Example 2 [Ethylene-propylene copolymerization] Instead of ethylene gas, an ethylene-propylene mixed gas (ethylene / propylene = 3/1) was used at 1 L / min.
A white polymer was obtained by performing the same operation as in Example 1 except that the mixture was passed at a flow rate of. Table 1 shows the results.

Example 3 [Polymerization of ethylene] Other than using η ⁵ -{[2- (2,4,6-trimethylphenyl) phosphinoethyl] cyclopentadienyl} (tetrahydrothiophene) zirconium trichloride as a catalyst Was polymerized in the same manner as in Example 1 to obtain a white ethylene polymer. Table 1 shows the results.

Example 4 [Ethylene-propylene copolymerization] Instead of ethylene gas, an ethylene-propylene mixed gas (ethylene / propylene = 3/1) was used at 1 L / min.
The same operation as in Example 3 was carried out, except that the mixture was flowed at a flow rate of, to obtain a white polymer. Table 1 shows the results.

Example 5 [Polymerization of ethylene]
Polymerization was carried out in the same manner as in Example 1 except that ⁵ -{{2- (2,4,6-trimethylphenyl) phosphinoethyl] cyclopentadienyl} (tetrahydrothiophene) hafnium trichloride was used. A polymer was obtained. Table 1 shows the results.

Example 6 [Ethylene-propylene copolymerization] Instead of ethylene gas, an ethylene-propylene mixed gas (ethylene / propylene = 3/1) was used at 1 L / min.
The same operation as in Example 5 was carried out except that the mixture was flowed at a flow rate of, to obtain a white polymer.

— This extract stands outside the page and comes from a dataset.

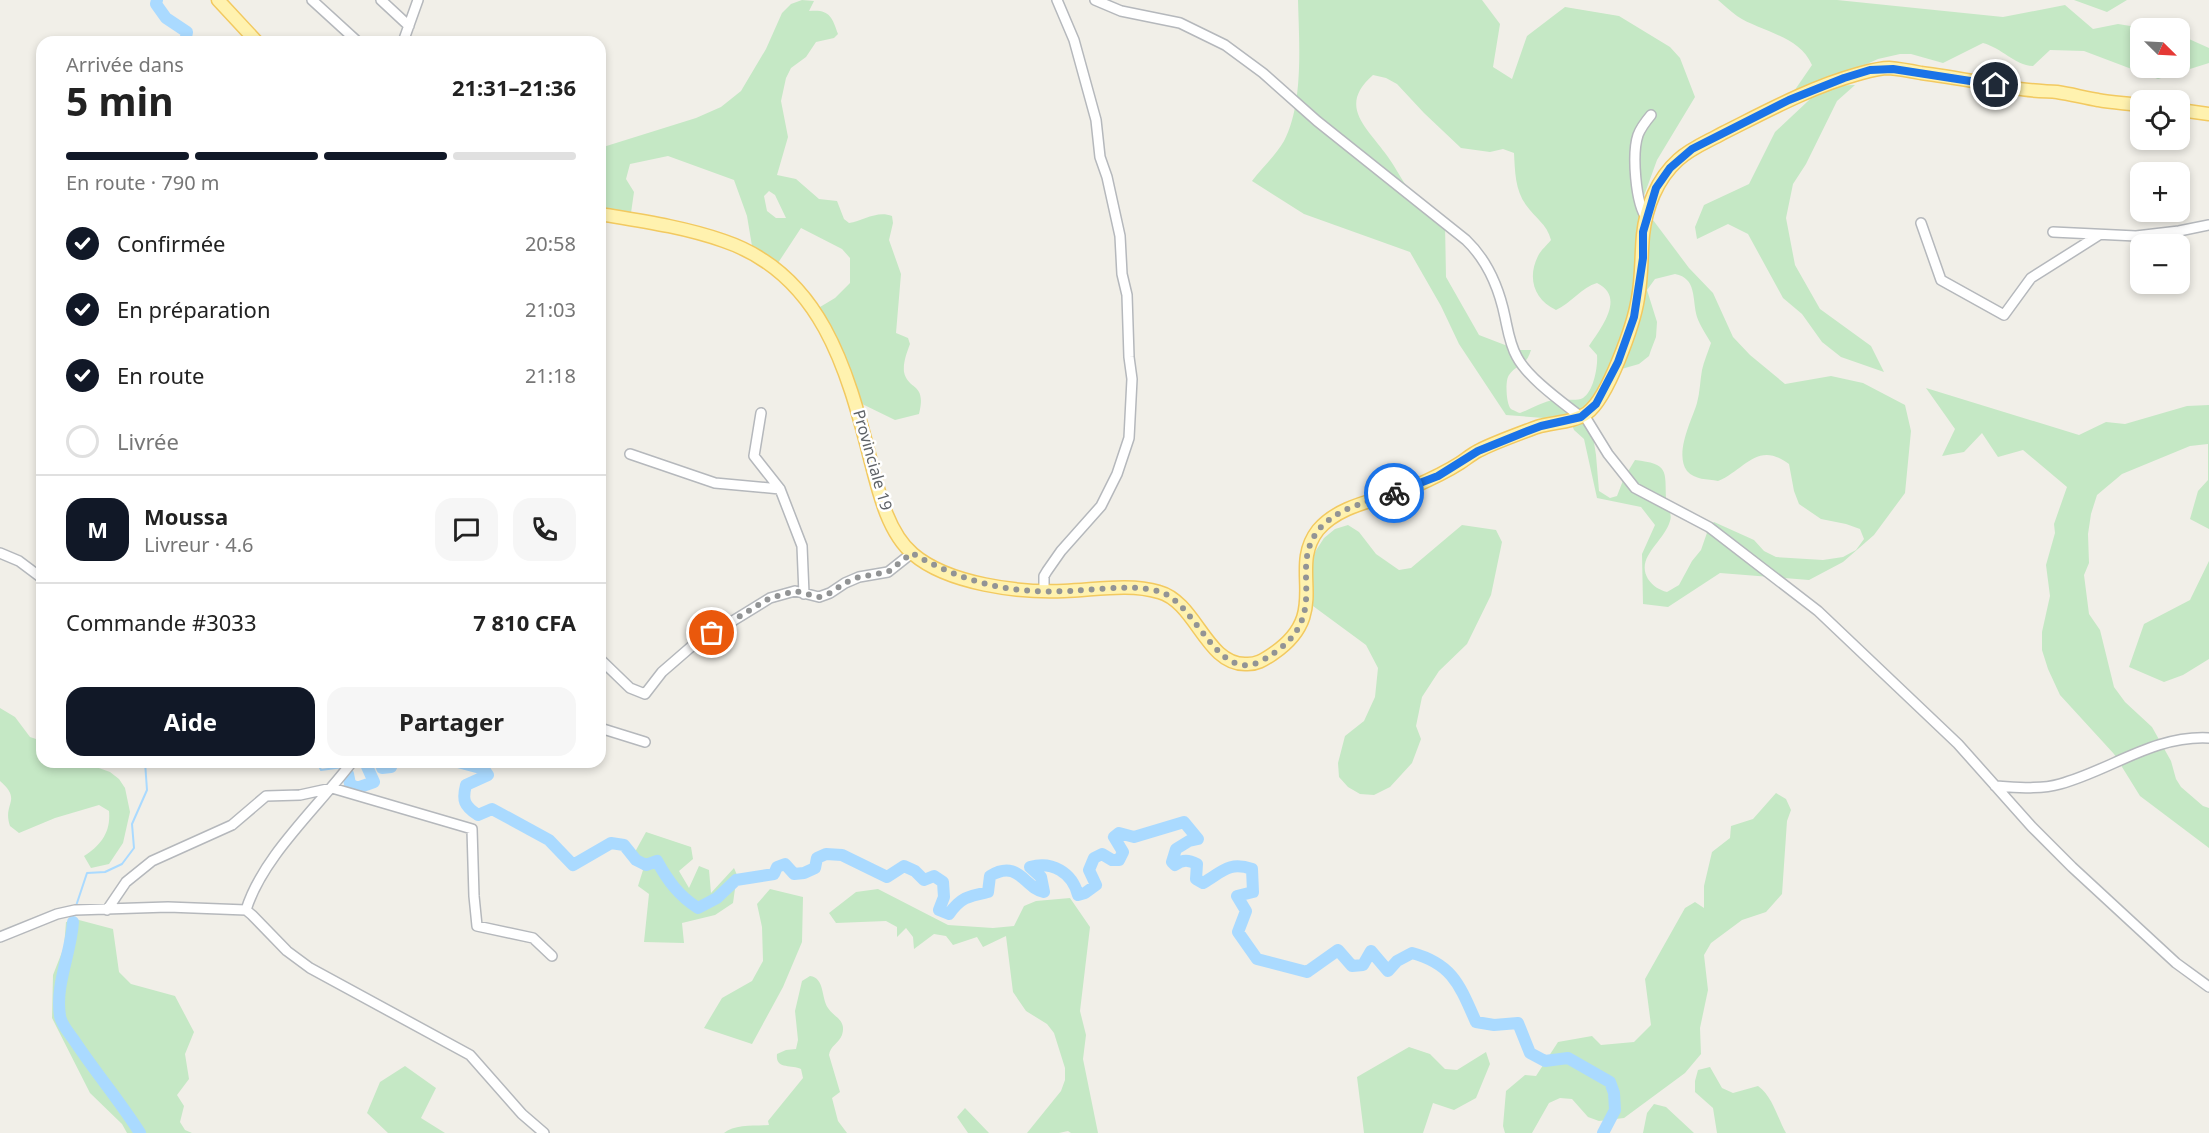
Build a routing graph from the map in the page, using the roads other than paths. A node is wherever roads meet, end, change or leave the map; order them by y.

Table 1 shows the results.

Example 7 [Polymerization of ethylene] Instead of methylalumoxane, 1 mmol of triethylaluminum was used.
Was added as a toluene solution, and then ethylene polymerization was carried out in the same manner as in Example 5, except that 15 μmol of triphenylcarbenium tetrakis (pentafluorophenyl) borate was further added as a toluene solution. Table 2 shows the results
Shown in

Example 8 [Ethylene-propylene copolymerization] Instead of ethylene gas, an ethylene-propylene mixed gas (ethylene / propylene = 3/1) was used at 1 L / min.
A white polymer was obtained by performing the same operation as in Example 7 except that the mixture was passed at a flow rate of. Table 2 shows the results.

[0055]

[Table 1]

[0056]

[Table 2]

[0057]

The transition metal compound of the present invention has high activity as a catalyst for the polymerization of aliphatic olefins.

 ────────────────────────────────────────────────── ─── Continuing on the front page (72) Inventor Hiroshi Nakazawa 1-3-1 Kagamiyama, Higashihiroshima City, Hiroshima Pref. BC17B BC19B BC25B BC27B CA24A CA24B CA25A CA25B CA27A CA27B CA28A CA28B CA29A CA29B CB08A CB08B CB09A CB09B DA01 DA02 DA03 DA05 EB02 EB03 EB04 EB05 EB06 EB09 EB10 EB13 FA04 EB14 FA04

Claims (2)

[Claims] (A) a transition metal compound represented by the following formula (1) and (B) at least one cocatalyst selected from the group consisting of an organoaluminum oxy compound, a Lewis acid compound and an ionic compound; An aliphatic olefin polymerization catalyst comprising: Embedded image (Wherein, M represents a transition metal of Group 4 of the periodic table, R represents a cycloalkadienyl group, and R 1 represents hydrogen or a group having 1 to 24 carbon atoms.
Q represents a hydrocarbon group having 1 to 24 carbon atoms or a hydrocarbon group having 1 to 24 carbon atoms including a Group 14 element, and E represents an element selected from phosphorus, arsenic, antimony, and bismuth. H represents a hydrogen atom, X represents hydrogen, a halogen, a hydrocarbon group having 1 to 24 carbon atoms, an amino group, an oxyhydrocarbon group, L represents a Lewis base,
n is 1 or 0. ) 2. A method for polymerizing an aliphatic olefin, comprising using the catalyst according to claim 1.